Storia di rivalsa, come nei migliori film. Il protagonista si chiama Alessandro Silvestro: 19 anni, professione calciatore, di ruolo terzino destro. Ultima impresa? La vittoria del campionato Primavera con l’Inter U19 di Chivu. Un trionfo da pazza Inter, rimontando sia in semifinale che in finale. È un protagonista silenzioso. Solare ma all’apparenza un po’ timido. In campo sempre convinto. E ha alle spalle una storia inusuale, per un giocatore che vince nelle giovanili: fatta eccezione per quattro anni, da bambino, nei pulcini della Lazio, non ha mai giocato in una squadra professionistica prima dell’Inter. Tra biancocelesti e nerazzurri passano sei anni e tre squadre diverse. Tutte dilettantistiche. Ma soprattutto il pensiero di abbandonare il sogno calcio e pensare a un’altra strada.
La Lazio lo scarta. “Non sei pronto”, gli dicono. “Abbiamo deciso di non confermarti, trova un’altra squadra”. Ad Alessandro crolla una certezza, perché dopo quattro anni quella maglia la sentiva sua. Riparte da un buon centro giovanile, la Tor Tre Teste. Un solo anno, l’allenatore lo vede poco. Non è titolare e non trova spazi per esprimere corsa e talento. E nella sua testa si fa largo l’idea di smettere con il calcio ad alti livelli. Ma alla fine, la voglia di riprovarci ancora vince su tutto.
Il nuovo stimolo si chiama Romulea. Anni vincenti, da titolare. La mentalità cambia. Diventare calciatore non è più un sogno, ma una realtà da raggiungere. Vince il Trofeo Beppe Viola, il campionato Juniores Élite e lo Scudetto di categoria, da sotto-età. In più Silvestro mette in bacheca anche il Torneo delle Regioni con la rappresentativa del Lazio. È qui che, sul più bello, arriva l’idillio: la chiamata dell’Inter. Una chiamata attesa, voluta, bramata. Alessandro festeggia con la sua famiglia ma tiene ben a mente un ammonimento dei dirigenti nerazzurri: “In te vediamo prospettiva, ma al momento non sei da Inter. E magari la maglia dell’Inter non la vestirai mai nella tua vita”. Quella frase non gli esce più dalla testa. “Devo lottare per farcela”, si ripete.
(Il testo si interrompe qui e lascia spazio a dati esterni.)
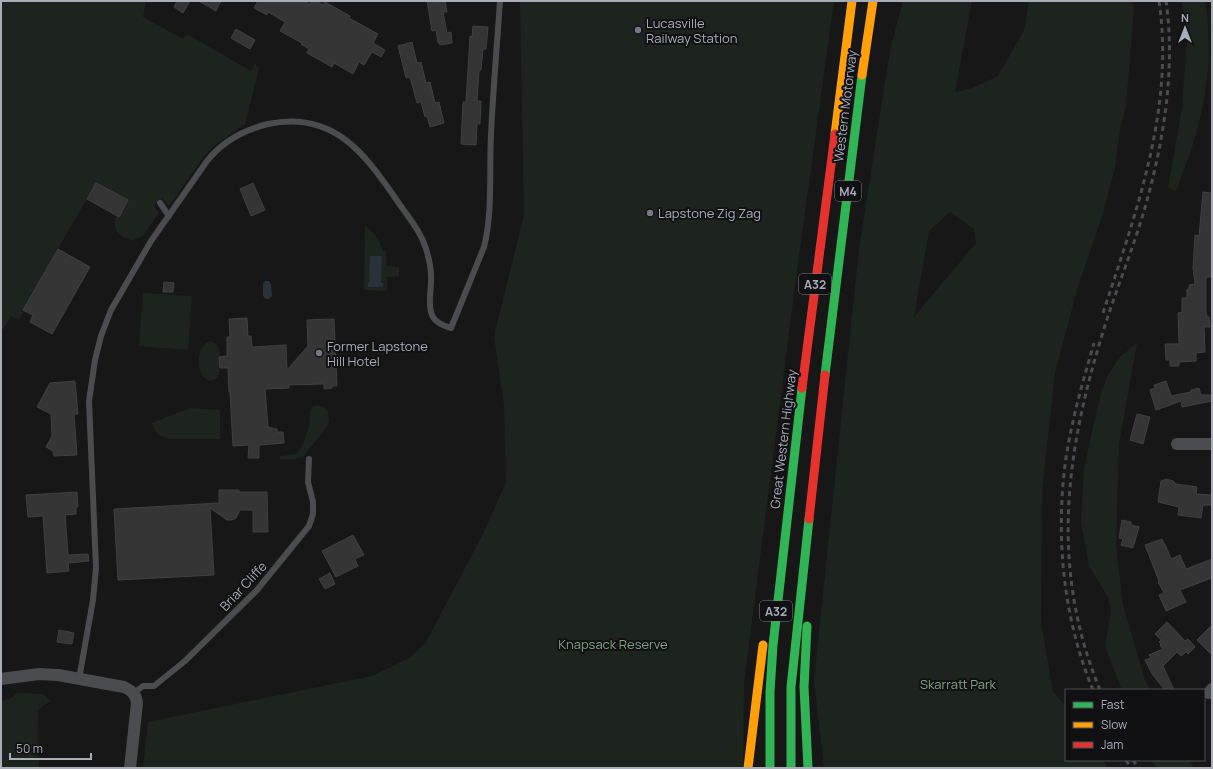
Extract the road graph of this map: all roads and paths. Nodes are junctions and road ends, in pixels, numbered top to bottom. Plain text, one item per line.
1 (500, 1) edge
2 (852, 1) edge
3 (873, 1) edge
4 (836, 114) joint
5 (160, 203) dead end
6 (169, 216) junction
7 (824, 382) joint
8 (1177, 444) dead end
9 (1212, 444) edge
10 (794, 454) junction
11 (816, 455) junction
12 (309, 459) dead end
13 (821, 488) dead end
14 (808, 619) dead end
15 (1, 679) edge
16 (79, 679) junction
17 (134, 693) junction
18 (130, 768) edge
19 (748, 768) edge
20 (770, 768) edge
21 (791, 768) edge
22 (808, 768) edge

1 - 6 lane
2 - 4 main road, Western Motorway
3 - 7 main road, Western Motorway / M4
4 - 10 main road, Great Western Highway / A32
5 - 6 lane
6 - 16 lane
7 - 11 main road, A32
8 - 9 street
10 - 19 main road
10 - 20 main road, Great Western Highway / A32
11 - 13 main road
11 - 21 main road, A32
12 - 17 lane, Briar Cliffe
14 - 22 main road
15 - 16 street
16 - 17 street
17 - 18 street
Il club milanese gli propone un prestito in Serie D, a 18 anni appena compiuti. “Vai a farti le ossa a Montespaccato”, gli consigliano. Lui accetta. Impara che i grandi non si fanno problemi ad entrare duri, convinti. L’intensità prevale sulla tecnica. E quell’anno va benissimo: 28 presenze, 1 gol e 3 assist. La Serie C si muove per lui, a testimonianza del fatto che la gavetta fa bene. Silvestro è rinato dopo anni complicati, e ha in testa un chiodo fisso: “Magari non vestirai questa maglia”. Come un’eco che risuona. Allora sceglie Milano, per tornare a respirare aria di professionismo, e si unisce alla Primavera dell’Inter.
A inizio stagione gioca poco, poi trova continuità. Diventa titolare sulla fascia destra e alla fine vince lo Scudetto, da protagonista (specialmente nelle fasi finali). Un trionfo da “pazza Inter”: in semifinale, contro il Cagliari, a fine primo tempo i nerazzurri sono sotto 3-0. Chivu entra in spogliatoio. Discorso sferzante. E chiude con una provocazione: “Chi non ci crede alzi la mano ora”. Alessandro ci pensa anche, per un secondo. Ma si ricorda che, anni prima, non mollare l’ha portato lì. Alla fine, con un gol a dieci minuti dal novantesimo e altre due reti nel recupero, l’Inter fa 3-3 e passa (per il miglior posizionamento in classifica). La finale, poi, è la chiusura perfetta di un cerchio: la Roma va in vantaggio, i nerazzurri ancora una volta rimontano. Magia. Ai tre fischi, Alessandro rivede in testa il film della sua vita sui campi non professionistici di Roma. “Oggi sì, sono da Inter”.